60th Annual Report on Research 2015

ACS-PRF Grant Impact on the Smaldone Group – Over the past two and a half years at the University of Texas at Dallas, our group has thrived through the generous support of the ACS Petroleum Research Fund.  During my first summer at UTD, I was able to support two graduate students (Fei Li, Arosha Karunathilake) on research assistantships that otherwise would have required us to use valuable startup funds.  With their first summer available for a complete focus on research, we were able to generate many of the results in this report.  Fei Li and Dr. Christina Thompson a postdoctoral research associate partially supported by this grant, were able to synthesize and evaluate the hexaphenylbenzene (HEX) and hexabenzocoronene (HBC) derivatives that are described below and resulted in our first publication in Chemical Communications and a follow up full paper in Macromolecules.   Most recently, we have been synthesizing a series of HEX-based covalent organic frameworks (COFs) and porous polymers based on reversible dynamic bond formation.  In addition to research support, the ACS-PRF allowed me to send all of my students to the ACS National Meeting in Dallas, TX.  This was an invaluable opportunity to engage with the chemical community far earlier in their careers than many graduate students do.  Over the last year this grant has supported one graduate student, and will continue to do so on an extension granted by the ACS-PRF.

Figure 1.  (top) TPM-based HEX and HBC-POPs synthesized by our lab.  (A) N₂ isotherms collected at 77 K for each POP and (B) the BET surface areas obtained from the isotherms.  (C) Powder X-ray diffraction patterns collected for each POP.

Results from ACS-PRF Supported Research – To date, our laboratory has synthesized and characterized a series of porous organic polymers (POPs) based on HBC, HEX and tetraphenylmethane (TPM) monomers. One of the main goals of this work was to expand on our previous report on HBC-based POPs by studying the effects that polycyclic aromatic hydrocarbons (PAH), and rim functional groups exert on the properties of the POPs. Figure 1 describes the synthetic procedure used to obtain these copolymers designated HEX- and HBC-POPs from the corresponding aryl halide monomer and TPM. To determine the accessible surface areas and pore size distributions, these POPs were evaluated through nitrogen adsorption experiments at 77 K.    The resulting isotherms and powder diffraction patterns are shown in Figure 1a-c. The BET surface areas obtained from these isotherms ranged from 315 m²/g for HBC-POP-4 to 1141 m²/g for HEX-POP-3.  Carbon dioxide isotherms (Figure 2a) were collected at 273 K and 298 K, with HEX-POP-3 showing the highest storage capacity at 18 wt% - relatively high for POPs without polar functional groups.  Heats of adsorption (HOA) for CO₂ were calculated from these data for all polymers (Figure 2b).
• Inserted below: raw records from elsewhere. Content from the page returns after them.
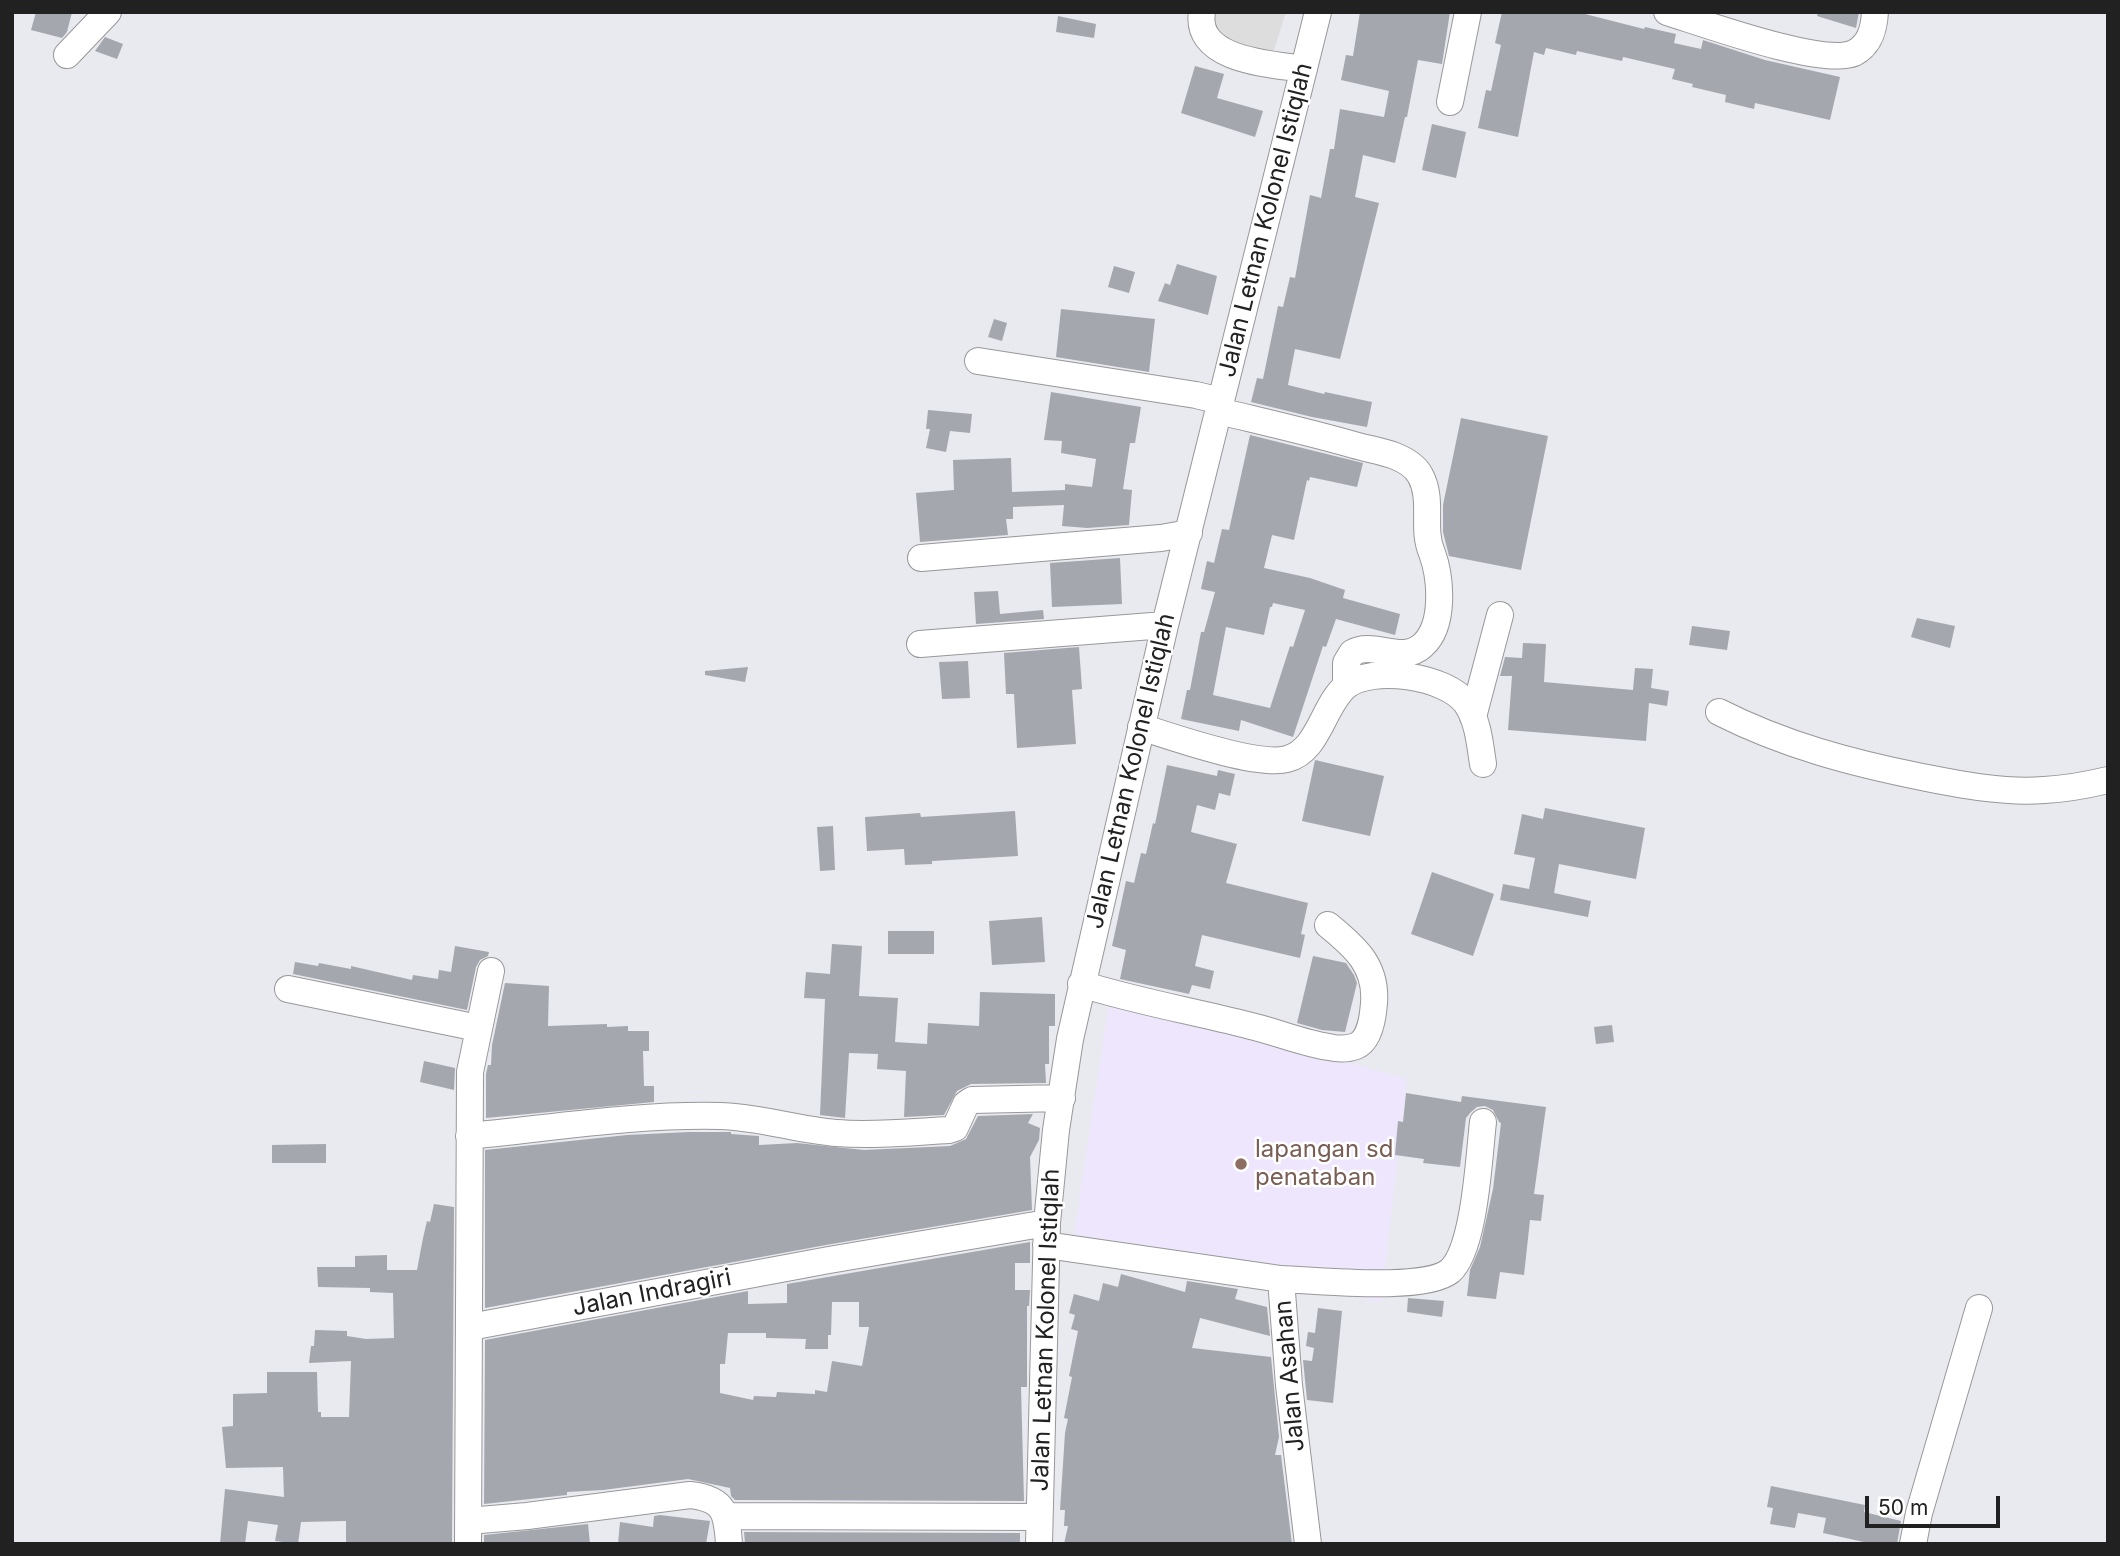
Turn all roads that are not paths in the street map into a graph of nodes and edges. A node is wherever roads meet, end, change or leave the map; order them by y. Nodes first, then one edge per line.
1 (108, 12) edge
2 (1202, 12) edge
3 (1318, 12) edge
4 (1468, 12) edge
5 (1667, 12) edge
6 (1875, 12) edge
7 (67, 55) dead end
8 (1304, 69) junction
9 (1450, 102) dead end
10 (978, 361) dead end
11 (1220, 406) junction
12 (1189, 533) junction
13 (920, 558) dead end
14 (1500, 615) dead end
15 (1165, 625) junction
16 (920, 644) dead end
17 (1418, 648) junction
18 (1420, 679) junction
19 (1346, 686) junction
20 (1719, 712) dead end
21 (1474, 717) junction
22 (1141, 727) junction
23 (1483, 764) dead end
24 (2108, 780) edge
25 (1328, 925) dead end
26 (491, 971) dead end
27 (1081, 984) junction
28 (288, 989) dead end
29 (478, 1028) junction
30 (1062, 1098) junction
31 (1483, 1122) dead end
32 (469, 1136) junction
33 (1046, 1234) junction
34 (1281, 1279) junction
35 (1979, 1308) dead end
36 (470, 1327) junction
37 (715, 1506) junction
38 (1039, 1517) junction
39 (468, 1532) edge
40 (729, 1544) edge
41 (1039, 1544) edge
42 (1308, 1544) edge
43 (1913, 1544) edge

1 - 7 street
2 - 8 street
3 - 8 street, Jalan Letnan Kolonel Istiqlah
4 - 9 street
5 - 6 street
8 - 11 street, Jalan Letnan Kolonel Istiqlah
10 - 11 street
11 - 12 street, Jalan Letnan Kolonel Istiqlah
11 - 17 street
12 - 13 street
12 - 15 street, Jalan Letnan Kolonel Istiqlah
14 - 21 street
15 - 16 street
15 - 22 street, Jalan Letnan Kolonel Istiqlah
17 - 18 street
17 - 19 street
18 - 19 street
18 - 21 street
19 - 22 street
20 - 24 street
21 - 23 street
22 - 27 street, Jalan Letnan Kolonel Istiqlah
25 - 27 street
26 - 29 street
27 - 30 street, Jalan Letnan Kolonel Istiqlah
28 - 29 street
29 - 32 street
30 - 32 street
30 - 33 street, Jalan Letnan Kolonel Istiqlah
31 - 34 street
32 - 36 street
33 - 34 street, Jalan Asahan
33 - 36 street, Jalan Indragiri
33 - 38 street, Jalan Letnan Kolonel Istiqlah
34 - 42 street, Jalan Asahan
35 - 43 street
36 - 39 street
37 - 38 street
37 - 39 street
37 - 40 street
38 - 41 street, Jalan Letnan Kolonel Istiqlah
Figure 2.  (A) CO₂ isotherms (273 K) and (B) isosteric enthalpies of adsorption for HBC and HEX-POPs. 

Based on the BET surface areas alone, the HEX-based POPs generally have a higher surface area than the HBC-POPs.  This can likely be attributed to several factors: 1) overall better solubility of the HEX monomers compared with the HBC monomers, resulting in a higher degree of polymerization and 2) poorer self-association between the bulkier, less ¹-conjugated HEX monomers.  However, if we consider the HEX and HBC-POPs separately, the trends with regard to peripheral functional group size are opposite.  For example, increasing the size of the functional groups on the edges of the HBC monomers actually serves to decrease the overall surface area and sorption properties of the polymers.  We hypothesize that this is a result of the fact that the HBC-POPs tend to form small micropores that become blocked or occupied when methyl or t-butyl groups are added.  HEX-POPs, on the other hand, display the opposite trend – larger, more solubilizing functional groups improve the overall porosity.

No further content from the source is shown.